I will die on the hill that it's more efficient and neutral than the alternatives.
English has to bend over backwards to make up for the fact that it doesn't have a natural plural 2nd person form.
Ye Y'all Youse (Dublin)
"Y'all" and the plural "all y'all" are part of my daily vocabulary. And I'm in no way of southern origin.
First we're all like "Thou is too casual, gotta use the plural second person instead." Then oh no, turns out number in pronouns is actually useful sometimes, but thou sounds old fashioned now, so we just gotta re-pluralize the second person. And then you get y'all.
I like y'all, but I almost wish we could just bring thou back.
For years I have said that y'all is the best thing to come out of the south.

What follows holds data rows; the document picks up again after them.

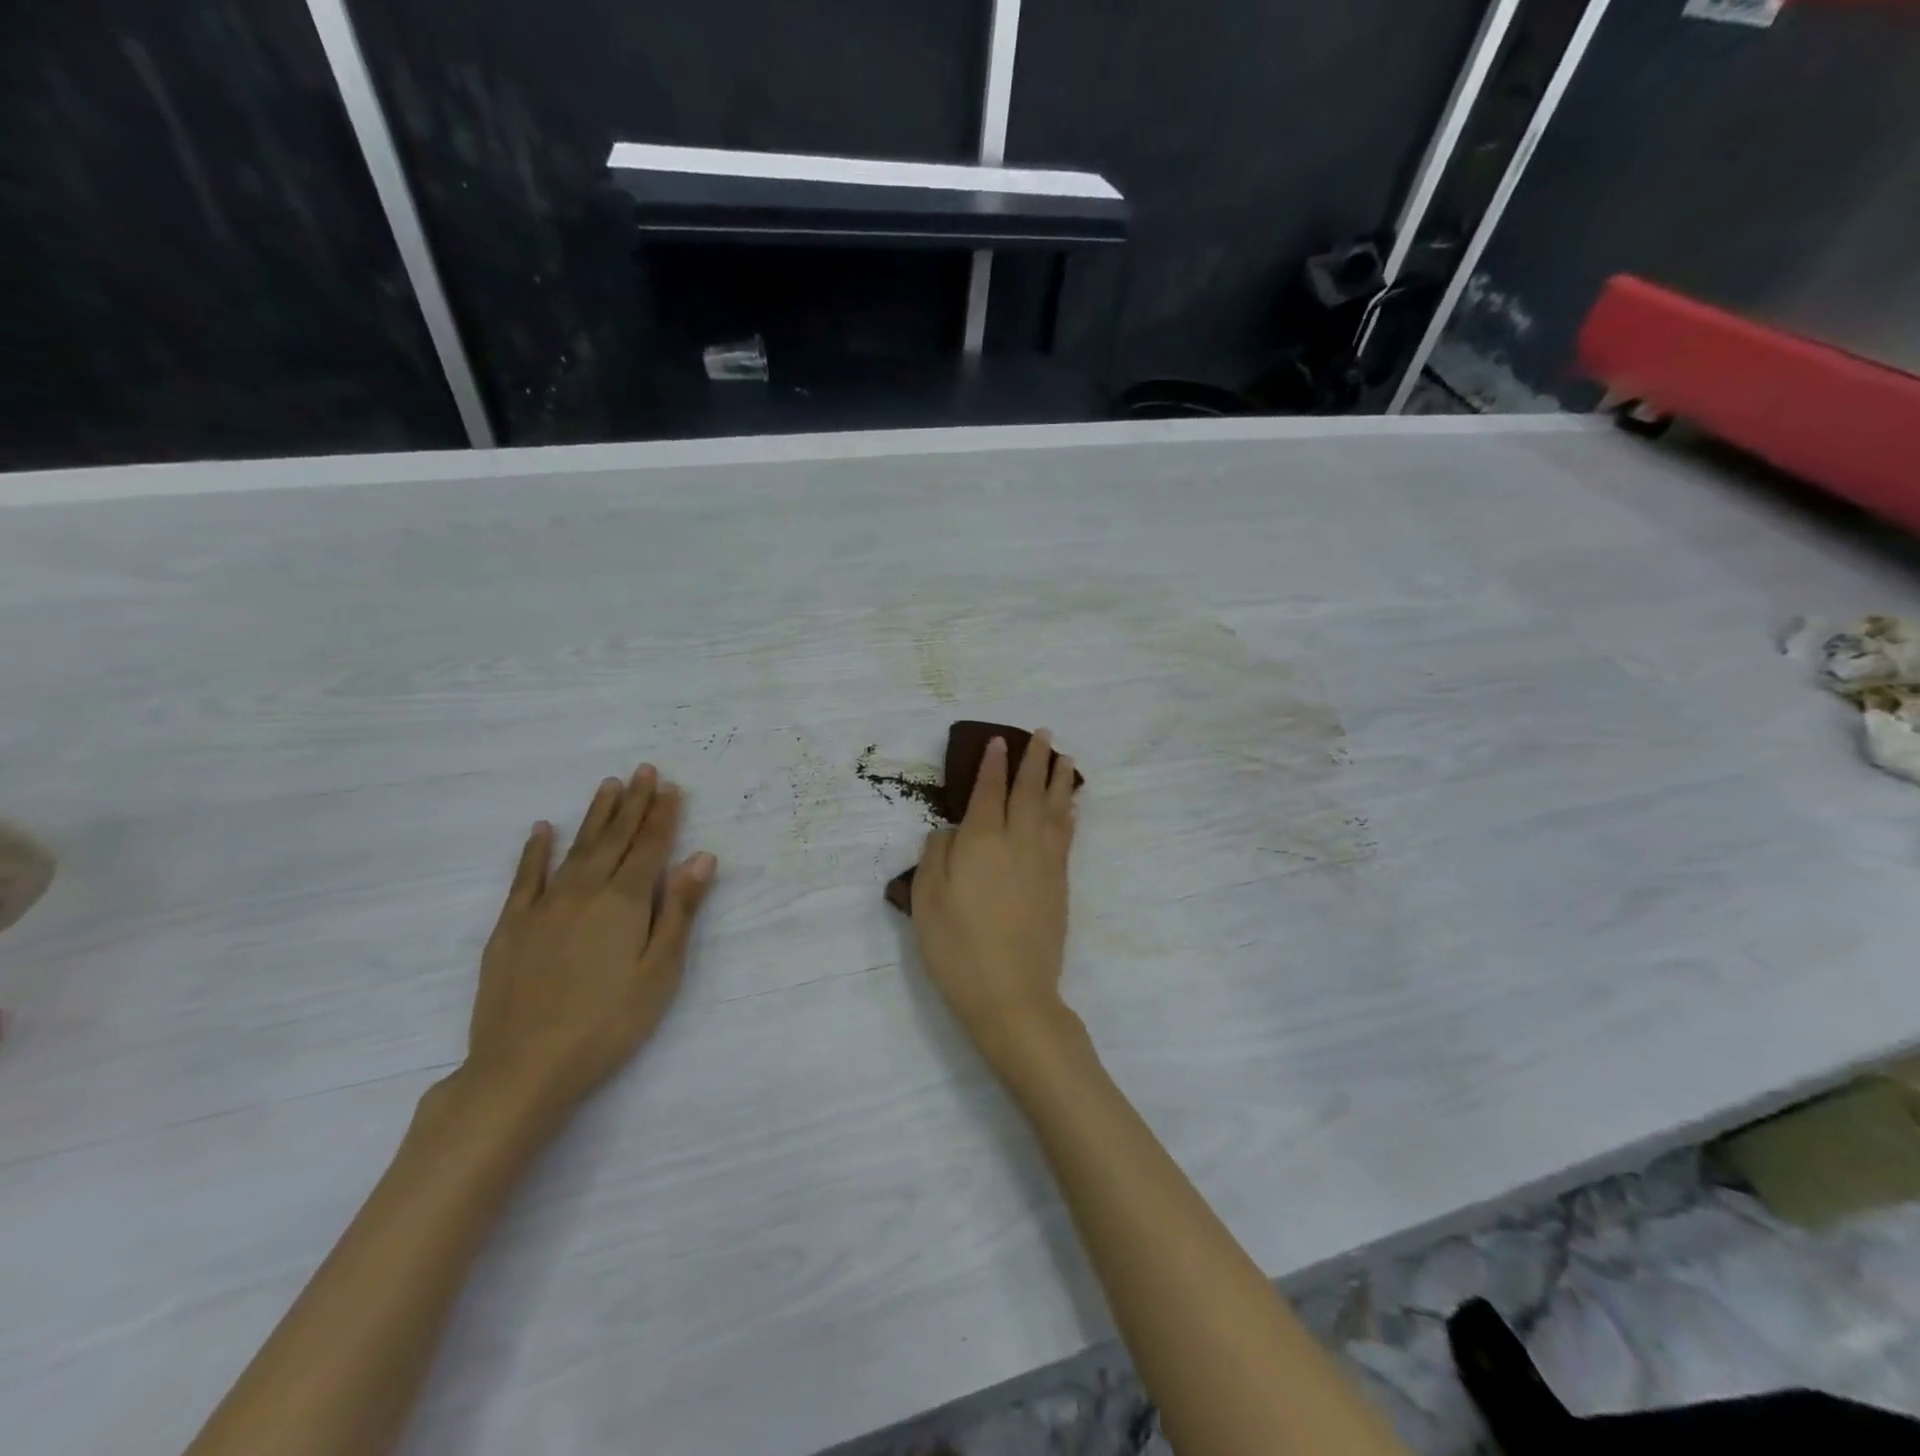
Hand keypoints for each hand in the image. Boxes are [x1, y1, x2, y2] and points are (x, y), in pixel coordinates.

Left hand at [459, 765, 715, 1125]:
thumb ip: (679, 910)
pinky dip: (536, 850)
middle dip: (633, 803)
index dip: (663, 816)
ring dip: (595, 815)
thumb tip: (701, 857)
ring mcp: (543, 906)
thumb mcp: (660, 971)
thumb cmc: (608, 1023)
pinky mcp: (511, 926)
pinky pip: (526, 877)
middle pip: (615, 838)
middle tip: (645, 770)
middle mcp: (585, 891)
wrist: (524, 1068)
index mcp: (625, 901)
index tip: (672, 787)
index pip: (650, 847)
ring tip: (609, 785)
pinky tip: (543, 829)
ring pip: (576, 848)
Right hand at [910, 732, 1079, 1076]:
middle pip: (1029, 791)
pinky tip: (1072, 805)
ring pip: (1054, 809)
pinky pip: (1066, 836)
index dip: (994, 765)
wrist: (1011, 994)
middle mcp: (1017, 842)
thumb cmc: (957, 948)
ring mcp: (1044, 862)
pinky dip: (1069, 814)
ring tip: (1064, 757)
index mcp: (981, 841)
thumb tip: (951, 831)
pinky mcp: (1059, 884)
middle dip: (1035, 760)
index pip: (989, 791)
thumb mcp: (926, 900)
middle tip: (1043, 734)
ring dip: (1059, 780)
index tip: (1000, 741)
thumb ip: (936, 855)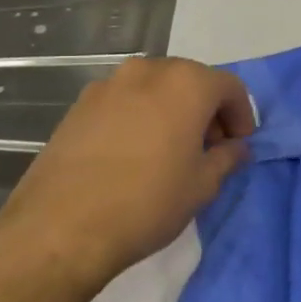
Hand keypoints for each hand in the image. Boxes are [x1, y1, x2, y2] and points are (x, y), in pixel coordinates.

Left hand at [0, 57, 254, 301]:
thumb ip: (227, 158)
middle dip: (206, 109)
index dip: (241, 115)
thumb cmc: (147, 203)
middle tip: (209, 146)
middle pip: (191, 80)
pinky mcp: (79, 106)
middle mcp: (148, 72)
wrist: (60, 229)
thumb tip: (235, 148)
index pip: (229, 87)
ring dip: (172, 110)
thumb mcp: (202, 185)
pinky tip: (135, 154)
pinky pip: (125, 102)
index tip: (239, 144)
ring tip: (171, 149)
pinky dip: (140, 117)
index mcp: (186, 84)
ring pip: (155, 88)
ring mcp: (108, 86)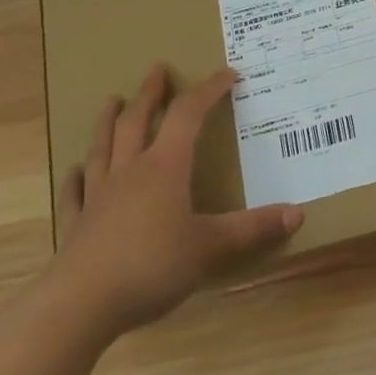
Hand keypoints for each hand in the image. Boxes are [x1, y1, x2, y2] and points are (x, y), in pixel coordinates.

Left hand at [51, 64, 302, 336]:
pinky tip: (78, 170)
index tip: (228, 74)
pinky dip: (80, 176)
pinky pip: (78, 192)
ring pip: (104, 148)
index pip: (188, 116)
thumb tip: (298, 213)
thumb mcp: (212, 246)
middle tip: (158, 69)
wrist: (79, 305)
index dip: (208, 91)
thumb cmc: (152, 265)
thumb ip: (253, 228)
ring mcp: (99, 198)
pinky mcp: (77, 226)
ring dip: (109, 121)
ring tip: (112, 100)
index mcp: (165, 168)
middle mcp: (130, 173)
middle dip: (151, 94)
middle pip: (137, 122)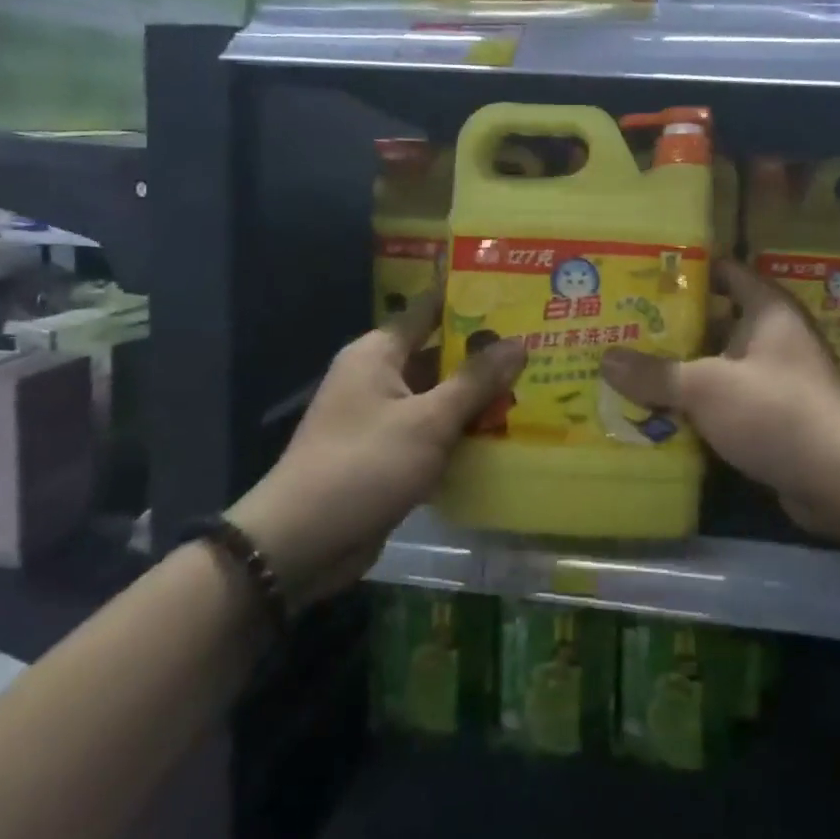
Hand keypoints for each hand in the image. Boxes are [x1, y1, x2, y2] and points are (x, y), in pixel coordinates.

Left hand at [228, 297, 524, 608]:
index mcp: (379, 353)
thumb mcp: (428, 420)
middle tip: (539, 343)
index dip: (471, 300)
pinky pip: (434, 430)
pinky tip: (507, 432)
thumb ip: (475, 380)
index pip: (431, 309)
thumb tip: (519, 342)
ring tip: (535, 385)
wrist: (300, 545)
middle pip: (440, 354)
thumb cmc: (364, 465)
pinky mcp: (389, 453)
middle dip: (486, 353)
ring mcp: (383, 417)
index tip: (516, 293)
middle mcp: (379, 376)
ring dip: (479, 396)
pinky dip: (463, 431)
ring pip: (441, 395)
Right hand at [600, 260, 839, 533]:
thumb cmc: (774, 411)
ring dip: (683, 369)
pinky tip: (660, 412)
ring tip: (631, 369)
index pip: (726, 271)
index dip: (687, 270)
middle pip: (716, 321)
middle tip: (624, 327)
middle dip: (673, 326)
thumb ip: (656, 373)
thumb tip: (606, 359)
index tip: (644, 274)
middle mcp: (775, 336)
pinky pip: (728, 399)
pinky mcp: (774, 415)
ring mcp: (777, 377)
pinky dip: (700, 403)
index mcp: (767, 309)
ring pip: (720, 364)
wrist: (839, 479)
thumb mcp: (706, 387)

I recently realized that w’all needs to be shakespeared too. Following the pattern of other languages, y’all and w’all are missing in English.
Also, I shakespeared the verb shakespeared, in reference to Shakespeare making up new words by following patterns among other words.
Putting the punctuation outside the quotes (or parentheses) when the quote is only part of a sentence. I.e. He said "I need to go now".
My pet peeve is people thinking they are being clever by complaining about the supposed incorrect usage of literally as figuratively.
People, including famous authors, have been literally (not hyperbole) using the word as an intensifier, and therefore, figuratively, since 1847, e.g. F Scott Fitzgerald, Charles Dickens, and William Thackeray.
Did we change the definition of 'literally'? | Merriam-Webster - https://www.merriam-webster.com/grammar/misuse-of-literally
This one is great.
Period AFTER the end of a quote.
My buddy Joe told me “I will live and die on this hill”.
Absolutely. Anyone who has done any programming should recognize that changing what's in the quote is corrupting the data.
If I'm quoting a question though, then it makes sense to include the question mark in the quote.
I laughed when Joe asked "That's the hill you chose?".
I'm shocked no one else pointed this out. This isn't a rule of grammar — this is a style rule, which isn't actually part of the English language. Different style guides recommend different things. This happens to be specifically delineated by American/Canadian style guides vs British/Australian style guides; however anyone could publish a style guide. If USA Today decided to make and publish a style guide that they used in their articles that said there should be periods both within and after a quote, that would be valid by that styleguide.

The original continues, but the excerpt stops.